[Start of Attachment]
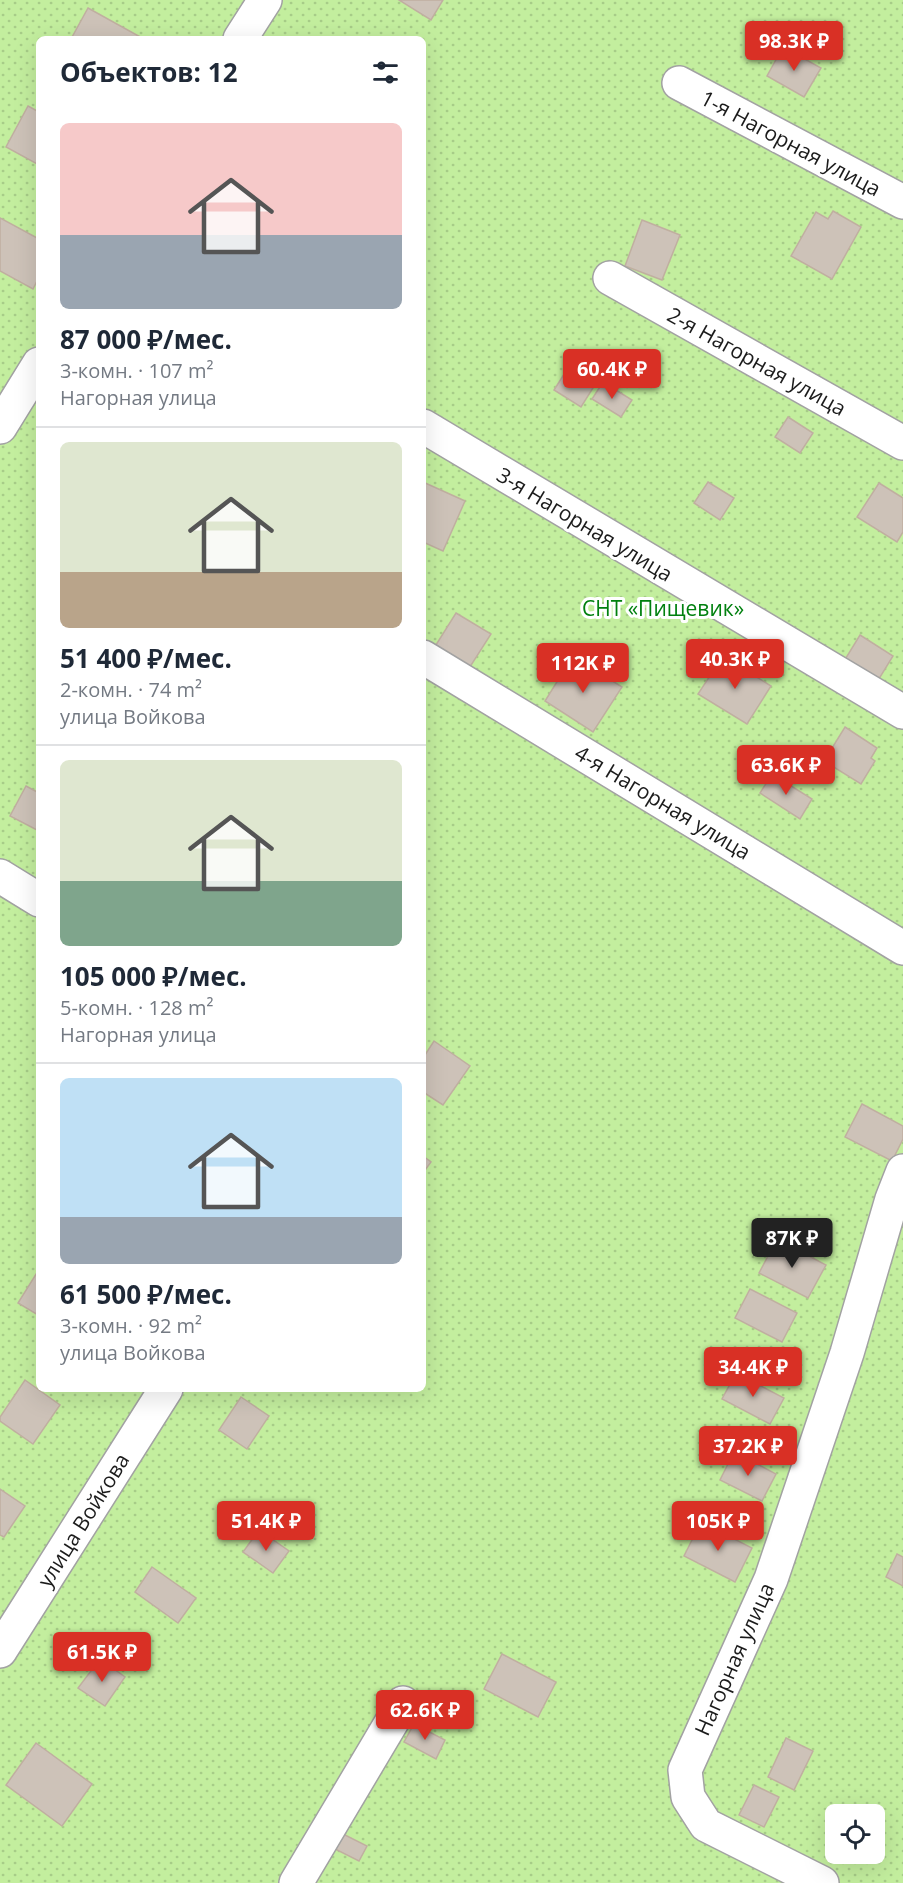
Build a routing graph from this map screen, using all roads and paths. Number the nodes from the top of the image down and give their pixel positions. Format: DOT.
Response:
graph roads {
  1 [pos="264,0"];
  2 [pos="242,36"];
  3 [pos="679,83"];
  4 [pos="903,202"];
  5 [pos="610,278"];
  6 [pos="36,369"];
  7 [pos="0,427"];
  8 [pos="426,428"];
  9 [pos="903,443"];
  10 [pos="426,659"];
  11 [pos="903,712"];
  12 [pos="0,876"];
  13 [pos="36,898"];
  14 [pos="903,948"];
  15 [pos="899,1192"];
  16 [pos="164,1392"];
  17 [pos="0,1651"];
  18 [pos="403,1703"];
  19 [pos="296,1883"];
  20 [pos="822,1883"];
  1 -- 2 [label="street"];
  3 -- 4 [label="street, 1-я Нагорная улица"];
  5 -- 9 [label="street, 2-я Нагорная улица"];
  6 -- 7 [label="street"];
  8 -- 11 [label="street, 3-я Нагорная улица"];
  10 -- 14 [label="street, 4-я Нагорная улица"];
  12 -- 13 [label="street"];
  15 -- 20 [label="street, Нагорная улица"];
  16 -- 17 [label="street, улица Войкова"];
  18 -- 19 [label="street"];
}
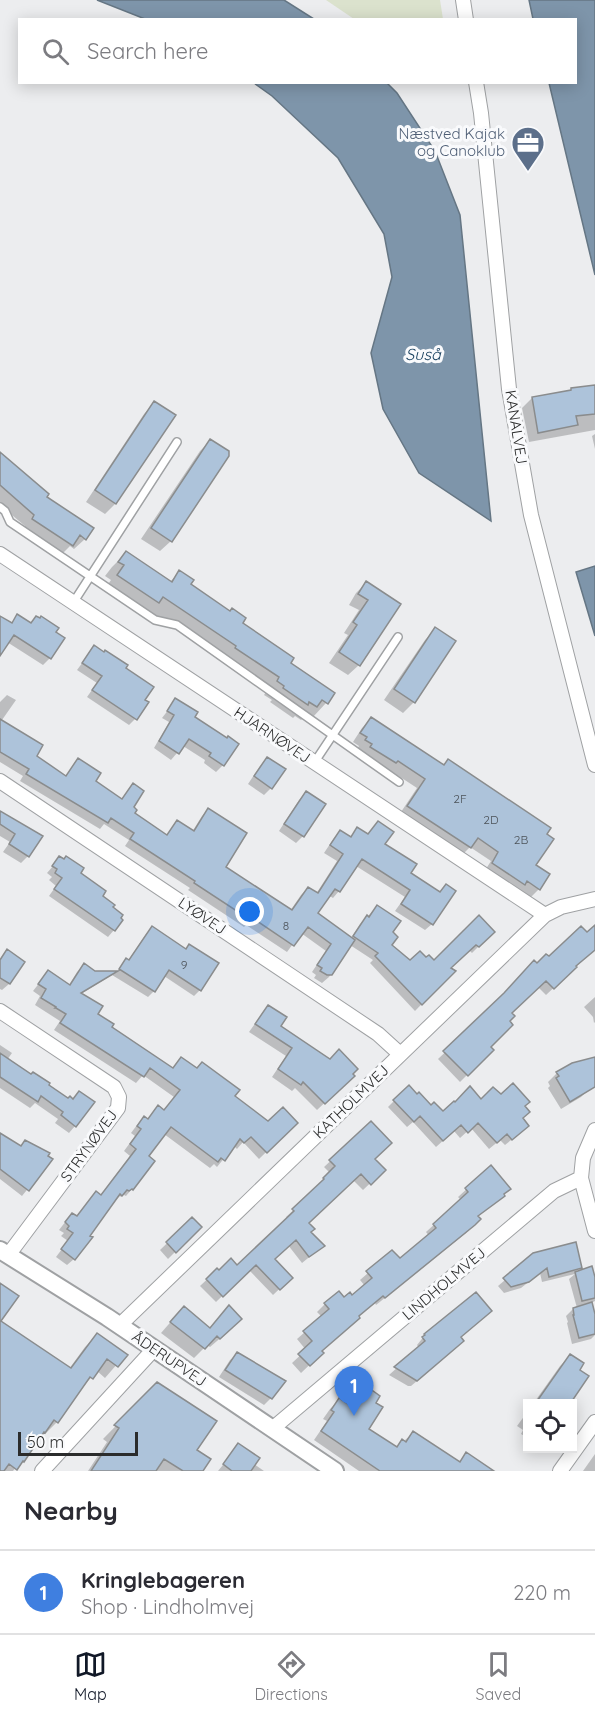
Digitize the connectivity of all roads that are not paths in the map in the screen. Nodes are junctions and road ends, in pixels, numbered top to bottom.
1 (463, 0) edge
2 (466, 18) edge
3 (476, 84) edge
4 (177, 442) dead end
5 (0, 507) edge
6 (0, 554) edge
7 (90, 576) junction
8 (73, 603) junction
9 (398, 637) dead end
10 (333, 735) junction
11 (314, 762) junction
12 (595, 765) edge
13 (0, 781) edge
14 (399, 782) dead end
15 (595, 899) edge
16 (545, 915) junction
17 (0, 1011) edge
18 (400, 1054) junction
19 (595, 1130) edge
20 (580, 1178) junction
21 (595, 1231) edge
22 (5, 1252) edge
23 (120, 1325) junction
24 (154, 1348) junction
25 (595, 1422) edge
26 (272, 1429) junction
27 (42, 1471) edge
28 (335, 1471) edge
29 (560, 1471) edge

1 - 2 street
3 - 12 street, KANALVEJ
4 - 7 lane
5 - 7 lane
6 - 8 street, HJARNØVEJ
7 - 8 lane
7 - 10 lane
8 - 11 street, HJARNØVEJ
9 - 10 lane
10 - 11 lane
10 - 14 lane
11 - 16 street, HJARNØVEJ
13 - 18 street, LYØVEJ
15 - 16 street, KATHOLMVEJ
16 - 18 street, KATHOLMVEJ
17 - 22 street, STRYNØVEJ
18 - 23 street, KATHOLMVEJ
19 - 20 street
20 - 21 street
20 - 26 street, LINDHOLMVEJ
22 - 23 street, ÅDERUPVEJ
23 - 24 street, ÅDERUPVEJ
24 - 26 street, ÅDERUPVEJ
24 - 27 street
25 - 29 street
26 - 28 street, ÅDERUPVEJ

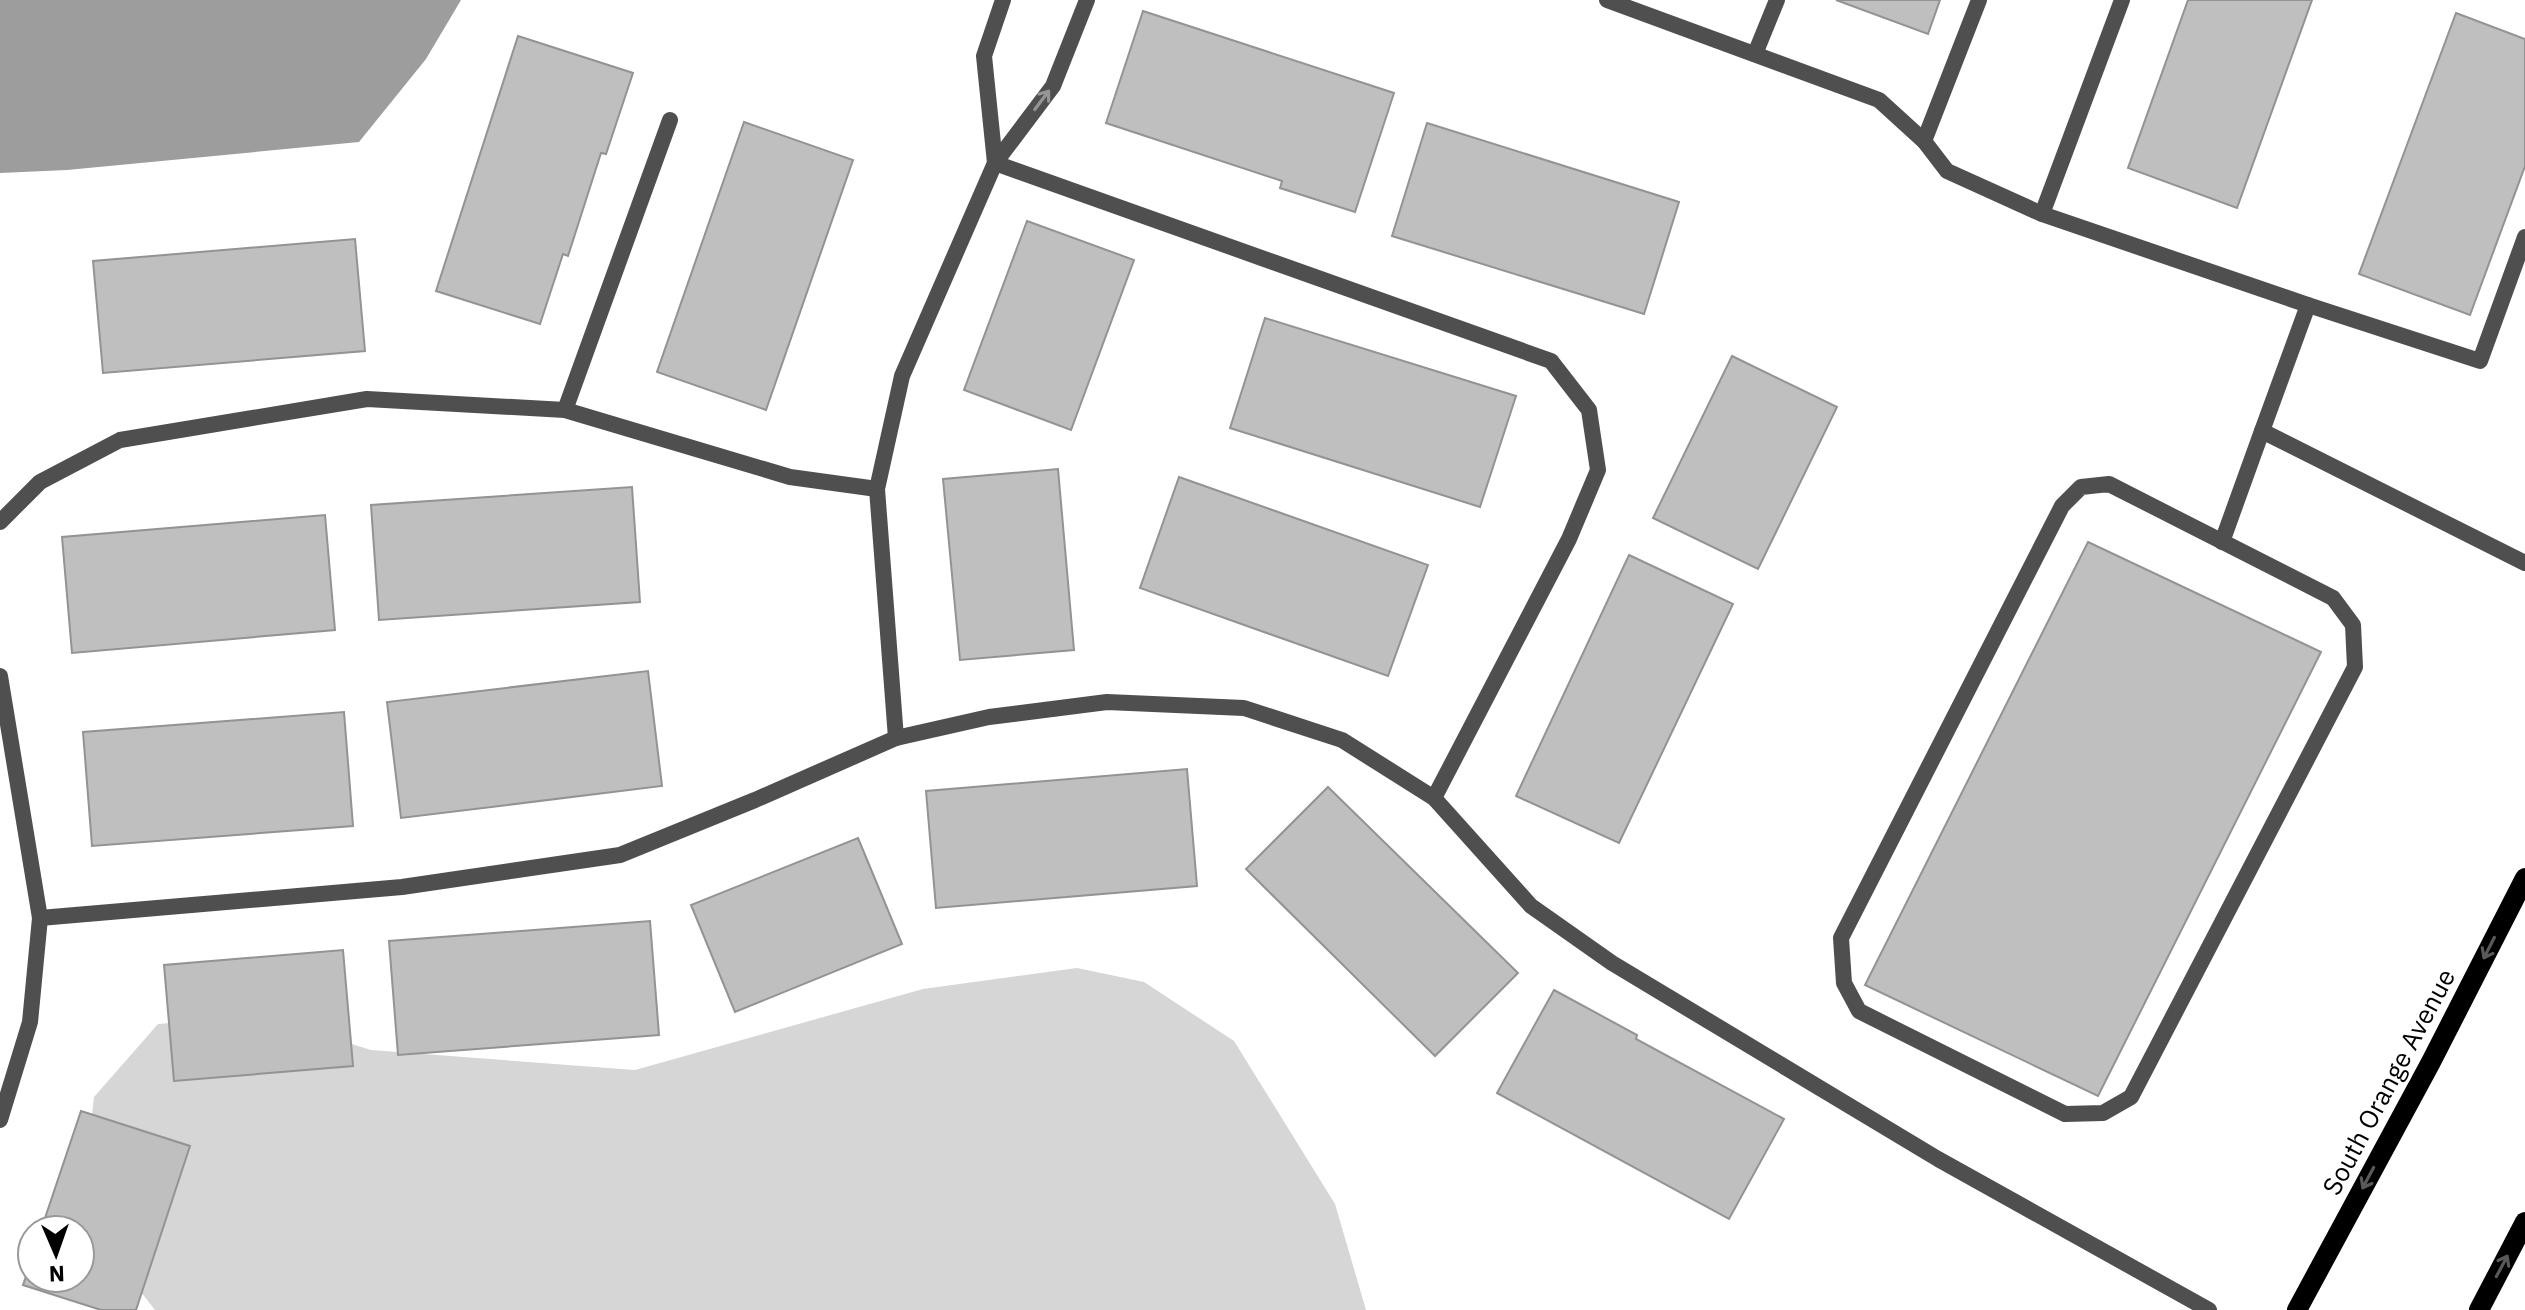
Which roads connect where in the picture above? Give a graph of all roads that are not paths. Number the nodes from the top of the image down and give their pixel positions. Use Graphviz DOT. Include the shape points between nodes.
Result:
graph roads {
  1 [pos="1003,0"];
  2 [pos="1087,0"];
  3 [pos="1607,0"];
  4 [pos="1777,0"];
  5 [pos="1979,0"];
  6 [pos="2122,0"];
  7 [pos="1755,54"];
  8 [pos="670,120"];
  9 [pos="1924,141"];
  10 [pos="995,163"];
  11 [pos="2042,214"];
  12 [pos="2525,237"];
  13 [pos="2308,305"];
  14 [pos="565,410"];
  15 [pos="2262,431"];
  16 [pos="877,489"];
  17 [pos="0,522"];
  18 [pos="2222,542"];
  19 [pos="2525,563"];
  20 [pos="0,676"];
  21 [pos="896,738"];
  22 [pos="1434,798"];
  23 [pos="2525,878"];
  24 [pos="40,918"];
  25 [pos="0,1120"];
  26 [pos="2525,1222"];
  27 [pos="2209,1310"];
  28 [pos="2297,1310"];
  29 [pos="2479,1310"];
  1 -- 10 [label="lane" via="984,56"];
  10 -- 2 [label="lane, one-way" via="1053,86"];
  3 -- 7 [label="lane"];
  4 -- 7 [label="lane"];
  5 -- 9 [label="lane"];
  6 -- 11 [label="lane"];
  7 -- 9 [label="lane" via="1879,100"];
  8 -- 14 [label="lane"];
  9 -- 11 [label="lane" via="1947,171"];
  10 -- 16 [label="lane" via="902,376"];
  10 -- 22 [label="lane" via="1551,361 1589,410 1598,470 1569,539"];
  11 -- 13 [label="lane"];
  12 -- 13 [label="lane" via="2480,361"];
  13 -- 15 [label="lane"];
  14 -- 16 [label="lane" via="790,477"];
  14 -- 17 [label="lane" via="367,399 120,440 40,482"];
  15 -- 18 [label="lane"];
  15 -- 19 [label="lane"];
  16 -- 21 [label="lane"];
  18 -- 18 [label="lane" via="2333,598 2353,625 2355,667 2131,1097 2103,1113 2065,1114 1859,1011 1844,983 1841,938 2062,506 2081,487 2109,484"];
  20 -- 24 [label="lane"];
  21 -- 22 [label="lane" via="989,717 1107,702 1244,708 1342,740"];
  21 -- 24 [label="lane" via="620,855 402,887"];
  22 -- 27 [label="lane" via="1531,906 1612,963 1938,1159"];
  23 -- 28 [label="main road, South Orange Avenue, one-way"];
  24 -- 25 [label="lane" via="30,1022"];
  29 -- 26 [label="main road, one-way"];
}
[End of Attachment]
Task to carry out
Of all the lines above, tally those with the word "dead". Write the total only.

Result of this exercise
3